Das Klinikum der Hochschule besteht aus über 60 Kliniken und 30 Instituten. Jährlich behandeln diese 47.000 Patienten stationär und über 160.000 Patienten ambulant (2012). Rund 4.917 Mitarbeiter sind im Klinikum beschäftigt, davon 1.000 in der Krankenpflege sowie 825 in der ärztlichen Behandlung. Weitere Angestellte arbeiten in Medizintechnik und Verwaltung.

Philosophische Fakultät

Der Fachbereich bietet Abschlüsse in Geistes-, Kultur- und Sozialwissenschaften. Linguistische Studien sind in der Anglistik und Amerikanistik, Romanistik sowie Germanistik möglich. Weitere Angebote umfassen die Geschichtswissenschaften, Jüdische Studien, Klassische Philologie, Kunstgeschichte Medien- und Kulturwissenschaften, Musikwissenschaft, Philosophie, Sozialwissenschaften und Sprache und Information.

Modernes Japan ist eines der größten Institute für Japanologie in Deutschland mit einer interessanten Fokussierung auf das zeitgenössische Japan. Düsseldorf hat darüber hinaus einen relativ beachtlichen japanischen Bevölkerungsanteil.

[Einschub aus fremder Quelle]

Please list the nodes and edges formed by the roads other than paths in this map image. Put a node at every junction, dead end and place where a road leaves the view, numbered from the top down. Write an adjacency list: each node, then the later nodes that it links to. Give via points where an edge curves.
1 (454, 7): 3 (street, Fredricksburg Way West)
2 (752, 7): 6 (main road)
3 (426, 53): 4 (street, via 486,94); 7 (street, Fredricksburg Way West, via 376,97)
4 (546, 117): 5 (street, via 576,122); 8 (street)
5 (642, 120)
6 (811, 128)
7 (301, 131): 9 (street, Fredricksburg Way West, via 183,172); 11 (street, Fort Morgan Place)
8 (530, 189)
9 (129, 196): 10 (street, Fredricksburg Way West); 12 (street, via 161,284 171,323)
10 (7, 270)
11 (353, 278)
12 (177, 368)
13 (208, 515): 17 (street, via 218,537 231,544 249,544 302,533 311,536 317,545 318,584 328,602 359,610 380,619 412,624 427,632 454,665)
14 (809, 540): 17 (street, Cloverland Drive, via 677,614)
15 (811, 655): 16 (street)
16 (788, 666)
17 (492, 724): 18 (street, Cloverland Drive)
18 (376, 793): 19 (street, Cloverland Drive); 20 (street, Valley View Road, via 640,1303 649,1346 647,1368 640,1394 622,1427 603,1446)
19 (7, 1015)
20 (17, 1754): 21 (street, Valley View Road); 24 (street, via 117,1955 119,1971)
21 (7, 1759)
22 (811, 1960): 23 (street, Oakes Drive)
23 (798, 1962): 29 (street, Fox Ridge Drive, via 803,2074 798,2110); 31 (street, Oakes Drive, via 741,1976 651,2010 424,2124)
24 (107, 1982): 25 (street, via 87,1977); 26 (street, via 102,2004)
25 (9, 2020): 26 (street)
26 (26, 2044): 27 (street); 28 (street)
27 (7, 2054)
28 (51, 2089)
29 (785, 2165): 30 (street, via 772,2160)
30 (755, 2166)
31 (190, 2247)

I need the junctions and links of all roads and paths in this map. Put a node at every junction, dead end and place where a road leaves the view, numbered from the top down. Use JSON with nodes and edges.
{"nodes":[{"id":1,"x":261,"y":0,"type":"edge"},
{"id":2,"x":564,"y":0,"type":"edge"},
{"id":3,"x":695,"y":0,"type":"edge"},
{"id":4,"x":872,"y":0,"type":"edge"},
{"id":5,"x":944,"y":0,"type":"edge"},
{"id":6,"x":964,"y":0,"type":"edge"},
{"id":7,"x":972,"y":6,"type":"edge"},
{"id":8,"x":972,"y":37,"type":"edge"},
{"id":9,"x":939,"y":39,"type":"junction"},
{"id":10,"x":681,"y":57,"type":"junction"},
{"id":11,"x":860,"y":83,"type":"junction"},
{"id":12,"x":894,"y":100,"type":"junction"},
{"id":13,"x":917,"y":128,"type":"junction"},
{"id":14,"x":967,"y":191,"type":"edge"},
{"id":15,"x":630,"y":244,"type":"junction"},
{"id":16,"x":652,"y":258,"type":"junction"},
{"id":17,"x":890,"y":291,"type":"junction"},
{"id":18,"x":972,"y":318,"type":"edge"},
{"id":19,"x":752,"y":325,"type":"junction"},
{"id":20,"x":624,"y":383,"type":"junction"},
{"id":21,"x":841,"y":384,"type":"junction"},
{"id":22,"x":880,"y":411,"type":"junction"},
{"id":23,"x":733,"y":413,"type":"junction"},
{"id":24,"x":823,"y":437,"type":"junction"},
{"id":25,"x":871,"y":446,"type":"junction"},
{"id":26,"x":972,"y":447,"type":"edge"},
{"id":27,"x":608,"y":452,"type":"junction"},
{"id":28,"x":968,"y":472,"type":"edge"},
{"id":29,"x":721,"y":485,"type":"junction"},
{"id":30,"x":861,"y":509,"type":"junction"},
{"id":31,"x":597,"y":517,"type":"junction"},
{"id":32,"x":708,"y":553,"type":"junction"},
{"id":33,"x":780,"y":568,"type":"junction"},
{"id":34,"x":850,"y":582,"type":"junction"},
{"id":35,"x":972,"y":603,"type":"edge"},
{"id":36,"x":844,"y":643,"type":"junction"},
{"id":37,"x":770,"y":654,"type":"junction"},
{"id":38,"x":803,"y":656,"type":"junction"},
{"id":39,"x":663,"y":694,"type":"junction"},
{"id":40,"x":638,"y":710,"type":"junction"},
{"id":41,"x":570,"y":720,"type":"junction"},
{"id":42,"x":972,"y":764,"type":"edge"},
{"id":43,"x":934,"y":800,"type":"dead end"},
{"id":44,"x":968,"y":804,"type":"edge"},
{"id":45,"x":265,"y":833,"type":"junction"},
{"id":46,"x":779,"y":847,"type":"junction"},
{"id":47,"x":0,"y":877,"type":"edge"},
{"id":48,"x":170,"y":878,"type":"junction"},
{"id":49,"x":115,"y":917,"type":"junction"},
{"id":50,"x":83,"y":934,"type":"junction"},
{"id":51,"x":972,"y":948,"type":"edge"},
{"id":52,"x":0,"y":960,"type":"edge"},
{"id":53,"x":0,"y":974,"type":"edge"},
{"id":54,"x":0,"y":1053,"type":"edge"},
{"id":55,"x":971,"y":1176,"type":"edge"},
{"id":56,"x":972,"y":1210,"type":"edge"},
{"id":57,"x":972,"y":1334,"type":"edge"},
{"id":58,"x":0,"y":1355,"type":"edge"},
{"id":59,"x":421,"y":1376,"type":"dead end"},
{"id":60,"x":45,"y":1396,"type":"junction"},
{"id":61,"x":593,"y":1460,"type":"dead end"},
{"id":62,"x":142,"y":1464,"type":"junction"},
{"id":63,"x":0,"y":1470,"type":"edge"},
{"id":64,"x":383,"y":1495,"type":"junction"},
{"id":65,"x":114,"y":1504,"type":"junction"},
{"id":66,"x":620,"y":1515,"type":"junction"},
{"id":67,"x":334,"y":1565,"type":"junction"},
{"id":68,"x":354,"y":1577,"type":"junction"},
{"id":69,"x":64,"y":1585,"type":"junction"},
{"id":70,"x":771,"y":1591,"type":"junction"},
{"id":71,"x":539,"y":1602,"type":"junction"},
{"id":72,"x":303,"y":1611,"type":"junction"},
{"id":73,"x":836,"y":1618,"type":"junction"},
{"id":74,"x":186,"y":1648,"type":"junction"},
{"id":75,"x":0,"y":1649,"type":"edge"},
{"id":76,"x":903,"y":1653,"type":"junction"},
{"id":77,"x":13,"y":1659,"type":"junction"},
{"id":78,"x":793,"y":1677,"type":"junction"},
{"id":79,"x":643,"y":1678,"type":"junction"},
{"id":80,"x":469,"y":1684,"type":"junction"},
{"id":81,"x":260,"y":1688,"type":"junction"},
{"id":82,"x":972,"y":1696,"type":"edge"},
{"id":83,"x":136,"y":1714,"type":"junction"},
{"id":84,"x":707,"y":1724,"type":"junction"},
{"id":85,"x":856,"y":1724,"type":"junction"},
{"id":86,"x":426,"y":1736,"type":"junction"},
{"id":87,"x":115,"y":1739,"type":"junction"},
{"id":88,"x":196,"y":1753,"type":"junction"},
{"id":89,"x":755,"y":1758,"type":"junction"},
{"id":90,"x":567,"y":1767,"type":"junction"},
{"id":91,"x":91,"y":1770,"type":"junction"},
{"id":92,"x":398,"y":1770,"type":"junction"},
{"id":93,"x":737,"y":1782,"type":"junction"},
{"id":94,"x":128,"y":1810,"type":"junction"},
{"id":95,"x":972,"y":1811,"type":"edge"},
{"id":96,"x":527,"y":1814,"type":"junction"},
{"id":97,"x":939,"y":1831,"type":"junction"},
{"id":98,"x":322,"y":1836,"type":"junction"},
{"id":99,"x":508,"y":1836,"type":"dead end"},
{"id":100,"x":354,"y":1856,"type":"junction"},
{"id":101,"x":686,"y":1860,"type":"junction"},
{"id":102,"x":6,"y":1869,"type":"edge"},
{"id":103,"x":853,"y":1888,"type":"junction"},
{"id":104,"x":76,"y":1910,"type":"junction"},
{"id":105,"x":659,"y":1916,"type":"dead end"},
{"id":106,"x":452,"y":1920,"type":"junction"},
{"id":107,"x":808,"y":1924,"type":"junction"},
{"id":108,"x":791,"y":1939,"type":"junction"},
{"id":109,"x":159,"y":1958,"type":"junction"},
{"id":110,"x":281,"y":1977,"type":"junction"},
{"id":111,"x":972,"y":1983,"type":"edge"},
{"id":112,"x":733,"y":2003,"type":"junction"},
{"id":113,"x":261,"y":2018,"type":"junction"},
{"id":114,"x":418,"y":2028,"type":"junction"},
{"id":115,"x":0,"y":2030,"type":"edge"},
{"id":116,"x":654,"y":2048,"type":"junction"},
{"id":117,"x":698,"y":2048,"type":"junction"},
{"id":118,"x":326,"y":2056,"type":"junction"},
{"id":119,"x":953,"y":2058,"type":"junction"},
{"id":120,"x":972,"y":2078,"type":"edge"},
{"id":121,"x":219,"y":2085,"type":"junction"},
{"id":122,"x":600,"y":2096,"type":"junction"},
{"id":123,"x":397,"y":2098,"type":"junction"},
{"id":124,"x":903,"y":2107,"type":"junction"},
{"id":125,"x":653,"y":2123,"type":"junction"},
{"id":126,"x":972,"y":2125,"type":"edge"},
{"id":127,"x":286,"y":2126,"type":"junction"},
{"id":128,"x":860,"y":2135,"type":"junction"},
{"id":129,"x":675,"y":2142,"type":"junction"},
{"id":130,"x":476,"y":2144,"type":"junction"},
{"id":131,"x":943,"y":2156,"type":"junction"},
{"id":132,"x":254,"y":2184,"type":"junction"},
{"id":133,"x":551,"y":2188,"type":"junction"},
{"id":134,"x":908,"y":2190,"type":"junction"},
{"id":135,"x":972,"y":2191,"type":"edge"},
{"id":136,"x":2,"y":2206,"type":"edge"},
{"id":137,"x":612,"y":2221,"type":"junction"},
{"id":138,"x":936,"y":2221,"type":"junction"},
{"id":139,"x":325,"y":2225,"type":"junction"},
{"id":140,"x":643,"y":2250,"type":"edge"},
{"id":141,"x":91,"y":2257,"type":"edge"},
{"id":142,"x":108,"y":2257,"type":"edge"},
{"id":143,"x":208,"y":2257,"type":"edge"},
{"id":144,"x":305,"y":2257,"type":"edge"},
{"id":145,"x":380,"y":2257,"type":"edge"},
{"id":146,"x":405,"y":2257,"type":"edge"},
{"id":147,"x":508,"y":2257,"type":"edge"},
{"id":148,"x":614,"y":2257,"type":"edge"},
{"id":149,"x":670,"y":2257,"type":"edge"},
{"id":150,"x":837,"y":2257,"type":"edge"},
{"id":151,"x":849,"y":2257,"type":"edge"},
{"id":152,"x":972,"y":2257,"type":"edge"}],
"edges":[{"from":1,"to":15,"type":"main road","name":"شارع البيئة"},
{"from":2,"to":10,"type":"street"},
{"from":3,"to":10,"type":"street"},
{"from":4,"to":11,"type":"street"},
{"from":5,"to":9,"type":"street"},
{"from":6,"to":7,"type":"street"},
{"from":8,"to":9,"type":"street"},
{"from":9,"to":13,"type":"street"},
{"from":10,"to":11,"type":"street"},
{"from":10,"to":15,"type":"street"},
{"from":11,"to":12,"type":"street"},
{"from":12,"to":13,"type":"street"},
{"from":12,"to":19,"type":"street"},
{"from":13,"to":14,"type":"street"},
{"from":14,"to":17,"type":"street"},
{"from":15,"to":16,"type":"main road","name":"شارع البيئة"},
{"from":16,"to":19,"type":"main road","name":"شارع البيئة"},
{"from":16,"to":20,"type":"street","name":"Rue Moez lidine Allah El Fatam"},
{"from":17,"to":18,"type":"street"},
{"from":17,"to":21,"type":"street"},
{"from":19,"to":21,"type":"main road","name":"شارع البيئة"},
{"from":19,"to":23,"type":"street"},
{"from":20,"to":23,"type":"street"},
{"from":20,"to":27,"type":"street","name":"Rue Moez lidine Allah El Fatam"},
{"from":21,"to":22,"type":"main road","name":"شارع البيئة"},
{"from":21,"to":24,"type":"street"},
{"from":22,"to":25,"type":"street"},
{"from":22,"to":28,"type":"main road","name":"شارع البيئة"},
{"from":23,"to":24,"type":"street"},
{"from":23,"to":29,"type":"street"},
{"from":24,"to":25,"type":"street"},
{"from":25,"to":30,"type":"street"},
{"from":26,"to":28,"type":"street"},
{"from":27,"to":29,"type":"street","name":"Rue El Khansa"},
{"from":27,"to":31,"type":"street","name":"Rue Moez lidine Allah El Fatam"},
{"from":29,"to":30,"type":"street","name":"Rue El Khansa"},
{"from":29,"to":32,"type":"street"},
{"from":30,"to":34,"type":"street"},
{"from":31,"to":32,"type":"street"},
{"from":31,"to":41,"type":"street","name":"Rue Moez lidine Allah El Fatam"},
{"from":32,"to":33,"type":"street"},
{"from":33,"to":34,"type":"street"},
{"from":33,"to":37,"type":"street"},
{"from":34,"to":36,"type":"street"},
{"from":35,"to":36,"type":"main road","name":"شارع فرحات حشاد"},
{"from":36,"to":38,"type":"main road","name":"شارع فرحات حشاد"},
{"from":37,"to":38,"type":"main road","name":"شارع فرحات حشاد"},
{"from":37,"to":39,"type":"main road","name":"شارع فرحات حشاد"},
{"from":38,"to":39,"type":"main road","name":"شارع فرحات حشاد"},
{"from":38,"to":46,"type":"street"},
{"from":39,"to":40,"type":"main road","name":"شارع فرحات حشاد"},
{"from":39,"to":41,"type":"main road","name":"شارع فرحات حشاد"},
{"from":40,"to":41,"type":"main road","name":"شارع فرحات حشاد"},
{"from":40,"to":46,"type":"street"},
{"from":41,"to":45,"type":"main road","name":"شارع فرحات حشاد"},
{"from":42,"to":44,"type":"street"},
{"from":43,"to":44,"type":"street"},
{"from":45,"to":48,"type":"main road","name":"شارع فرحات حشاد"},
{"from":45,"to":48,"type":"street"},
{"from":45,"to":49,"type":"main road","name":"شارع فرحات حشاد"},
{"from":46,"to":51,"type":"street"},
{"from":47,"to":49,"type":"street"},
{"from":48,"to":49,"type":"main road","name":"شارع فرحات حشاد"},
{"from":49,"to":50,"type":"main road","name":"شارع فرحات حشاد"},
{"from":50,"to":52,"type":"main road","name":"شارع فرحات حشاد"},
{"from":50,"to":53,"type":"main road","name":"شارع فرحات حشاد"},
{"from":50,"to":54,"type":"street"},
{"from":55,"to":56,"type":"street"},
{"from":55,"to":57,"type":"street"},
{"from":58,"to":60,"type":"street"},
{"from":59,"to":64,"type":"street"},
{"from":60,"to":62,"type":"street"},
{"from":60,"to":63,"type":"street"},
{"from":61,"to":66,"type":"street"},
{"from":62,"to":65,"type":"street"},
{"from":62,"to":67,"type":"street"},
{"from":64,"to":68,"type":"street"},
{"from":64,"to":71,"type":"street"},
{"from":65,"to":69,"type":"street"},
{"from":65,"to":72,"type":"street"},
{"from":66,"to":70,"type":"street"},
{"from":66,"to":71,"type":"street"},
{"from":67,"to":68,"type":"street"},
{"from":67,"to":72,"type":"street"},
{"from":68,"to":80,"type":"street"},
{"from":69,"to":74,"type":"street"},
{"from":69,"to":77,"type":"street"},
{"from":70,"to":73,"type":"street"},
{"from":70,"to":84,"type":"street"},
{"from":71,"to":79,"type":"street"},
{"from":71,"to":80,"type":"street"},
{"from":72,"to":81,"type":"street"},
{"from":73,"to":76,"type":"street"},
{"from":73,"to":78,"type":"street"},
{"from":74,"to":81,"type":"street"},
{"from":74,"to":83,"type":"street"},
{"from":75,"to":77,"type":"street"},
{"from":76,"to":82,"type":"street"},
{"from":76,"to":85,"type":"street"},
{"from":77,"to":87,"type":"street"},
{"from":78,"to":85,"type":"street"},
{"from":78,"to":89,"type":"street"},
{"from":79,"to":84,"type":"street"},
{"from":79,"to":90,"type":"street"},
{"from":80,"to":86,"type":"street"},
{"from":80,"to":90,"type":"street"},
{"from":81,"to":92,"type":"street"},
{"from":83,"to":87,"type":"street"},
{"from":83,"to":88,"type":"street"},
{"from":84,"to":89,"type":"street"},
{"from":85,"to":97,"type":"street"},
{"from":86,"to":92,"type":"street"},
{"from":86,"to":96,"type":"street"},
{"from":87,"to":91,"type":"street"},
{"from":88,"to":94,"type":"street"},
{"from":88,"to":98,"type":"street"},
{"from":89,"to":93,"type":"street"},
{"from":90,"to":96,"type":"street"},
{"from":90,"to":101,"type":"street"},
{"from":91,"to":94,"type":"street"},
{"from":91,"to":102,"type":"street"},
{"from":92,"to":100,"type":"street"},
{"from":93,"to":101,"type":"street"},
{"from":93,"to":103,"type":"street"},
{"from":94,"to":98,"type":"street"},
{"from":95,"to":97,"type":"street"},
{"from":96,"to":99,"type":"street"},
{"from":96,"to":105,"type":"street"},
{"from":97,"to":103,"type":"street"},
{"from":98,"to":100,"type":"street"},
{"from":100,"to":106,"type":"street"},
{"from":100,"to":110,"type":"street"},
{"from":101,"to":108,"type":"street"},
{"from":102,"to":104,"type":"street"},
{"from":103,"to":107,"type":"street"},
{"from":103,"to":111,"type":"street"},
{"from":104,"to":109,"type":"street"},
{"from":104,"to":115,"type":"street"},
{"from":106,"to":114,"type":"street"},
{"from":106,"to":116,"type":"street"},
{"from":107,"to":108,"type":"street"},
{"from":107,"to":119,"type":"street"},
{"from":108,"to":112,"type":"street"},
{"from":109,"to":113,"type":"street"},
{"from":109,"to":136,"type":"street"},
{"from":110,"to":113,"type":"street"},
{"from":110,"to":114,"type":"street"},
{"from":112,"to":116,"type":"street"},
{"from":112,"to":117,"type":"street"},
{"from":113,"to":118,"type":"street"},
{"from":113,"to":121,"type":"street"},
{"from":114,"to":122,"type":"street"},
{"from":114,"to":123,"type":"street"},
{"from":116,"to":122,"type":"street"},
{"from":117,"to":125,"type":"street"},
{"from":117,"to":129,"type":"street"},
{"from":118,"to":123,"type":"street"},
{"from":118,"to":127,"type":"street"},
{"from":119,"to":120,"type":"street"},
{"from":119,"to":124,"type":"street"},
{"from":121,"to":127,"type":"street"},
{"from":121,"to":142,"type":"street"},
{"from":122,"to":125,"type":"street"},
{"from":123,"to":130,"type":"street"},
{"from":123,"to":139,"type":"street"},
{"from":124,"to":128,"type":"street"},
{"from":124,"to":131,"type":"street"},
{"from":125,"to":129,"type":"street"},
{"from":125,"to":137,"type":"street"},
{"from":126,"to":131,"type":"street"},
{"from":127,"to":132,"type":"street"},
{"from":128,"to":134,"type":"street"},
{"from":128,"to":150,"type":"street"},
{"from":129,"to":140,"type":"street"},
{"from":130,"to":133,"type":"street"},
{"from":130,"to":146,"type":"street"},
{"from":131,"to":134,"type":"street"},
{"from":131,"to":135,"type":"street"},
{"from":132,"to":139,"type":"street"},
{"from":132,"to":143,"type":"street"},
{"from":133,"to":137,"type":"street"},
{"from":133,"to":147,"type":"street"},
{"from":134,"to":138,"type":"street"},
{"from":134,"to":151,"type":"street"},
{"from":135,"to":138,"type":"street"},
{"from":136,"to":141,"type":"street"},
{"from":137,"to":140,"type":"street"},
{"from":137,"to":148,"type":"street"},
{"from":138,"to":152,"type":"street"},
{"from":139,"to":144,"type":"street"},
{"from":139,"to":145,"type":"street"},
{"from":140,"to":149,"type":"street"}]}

Mathematisch-Naturwissenschaftliche Fakultät

Der Bereich widmet sich den Fächern Biologie, Chemie, Informatik, Mathematik, Pharmazie, Physik und Psychologie. Vormals stand das Lehramtsstudium sowie die Ausbildung von Medizinern im Fokus. Der Schwerpunkt liegt heute auf der Bildung von Nachwuchswissenschaftlern. Hierfür werden umfangreiche Förderungen durch Drittmittel von Land, Deutscher Forschungsgemeinschaft (DFG) und EU eingeworben. Eine der erfolgreichen Firmen, die aus der HHU hervorgingen, ist das international tätigte Biotechnologie-Unternehmen Qiagen. Die Zusammenarbeit mit namhaften Forschungsinstituten wie dem Forschungszentrum Jülich (FZJ) rundet das wissenschaftliche Profil ab.

Wirtschaftswissenschaftliche Fakultät

Der starke Wirtschaftsstandort Düsseldorf begünstigte die Gründung des Fachbereichs. Das 2010 eingeweihte „„Oeconomicum“ zeugt von der großzügigen Unterstützung der Wirtschaft, in diesem Falle durch die Schwarz-Schütte-Förderstiftung. Seit 2011 ergänzt der Fachbereich Volkswirtschaft die Fakultät.

Für Studierende stehen Angebote in allen wirtschaftswissenschaftlichen Feldern zur Verfügung. Bachelorstudiengänge in Betriebs- sowie Volkswirtschaftslehre, Wirtschaftschemie und Finanz- und Versicherungsmathematik zeigen die Verbindung zu den Wirtschaftsbranchen Nordrhein-Westfalens. Weiterführende Masterstudiengänge sind für alle Bachelorabschlüsse sowie für Kunstvermittlung und Kulturmanagement verfügbar. Hinzu kommt das private Weiterbildungsangebot der „Düsseldorf Business School“ in „General Management“.

Juristische Fakultät

Der neueste Bereich der HHU ist inspiriert durch die Bedeutung Düsseldorfs als Gerichtsstandort der Landeshauptstadt sowie im europäischen Patentrecht. Die europäische Ausrichtung kommt im deutsch-französischen Grundkurs in Kooperation mit der Université de Cergy-Pontoise zum Ausdruck. Er führt zu einem Doppelabschluss in deutschem und französischem Recht. Die Fakultät betreibt darüber hinaus Partnerschaften mit Fakultäten weltweit. Auch die Ausbildung in Anglo-Amerikanischem Recht sowie die praktische Ausbildung kommen nicht zu kurz.

Campus der Hochschule in Düsseldorf

Die Einrichtungen der Universität, das Klinikum sowie die Bibliothek sind auf einem Gelände nur wenig außerhalb des Stadtzentrums zusammengefasst. Mit öffentlichen Verkehrsmitteln sowie über die Autobahnen ist der Campus ab Hauptbahnhof und Flughafen gut angebunden. Das Gelände umfasst die Bildungseinrichtungen, Kliniken sowie Dienstleistungsbereiche wie Mensa und Bibliothek.

Universitätsbibliothek Düsseldorf

Die Universitätsbibliothek (ULB) ist zugleich Landesbibliothek Nordrhein-Westfalens. Sie betreut die HHU und teilt sich die Aufgaben als Landesbibliothek mit den Universitätsbibliotheken in Bonn und Münster. Neben der zentralen Einrichtung hat die ULB vier dezentrale Standorte. Moderne Technik ermöglicht den Zugang und die Nutzung von Katalogen und elektronischen Büchern und Medien sowohl in den Büchereiräumen als auch extern. Die ULB ist stolz auf ihre historischen Buchexemplare aus der Kurfürstlichen Hofbibliothek aus dem 18.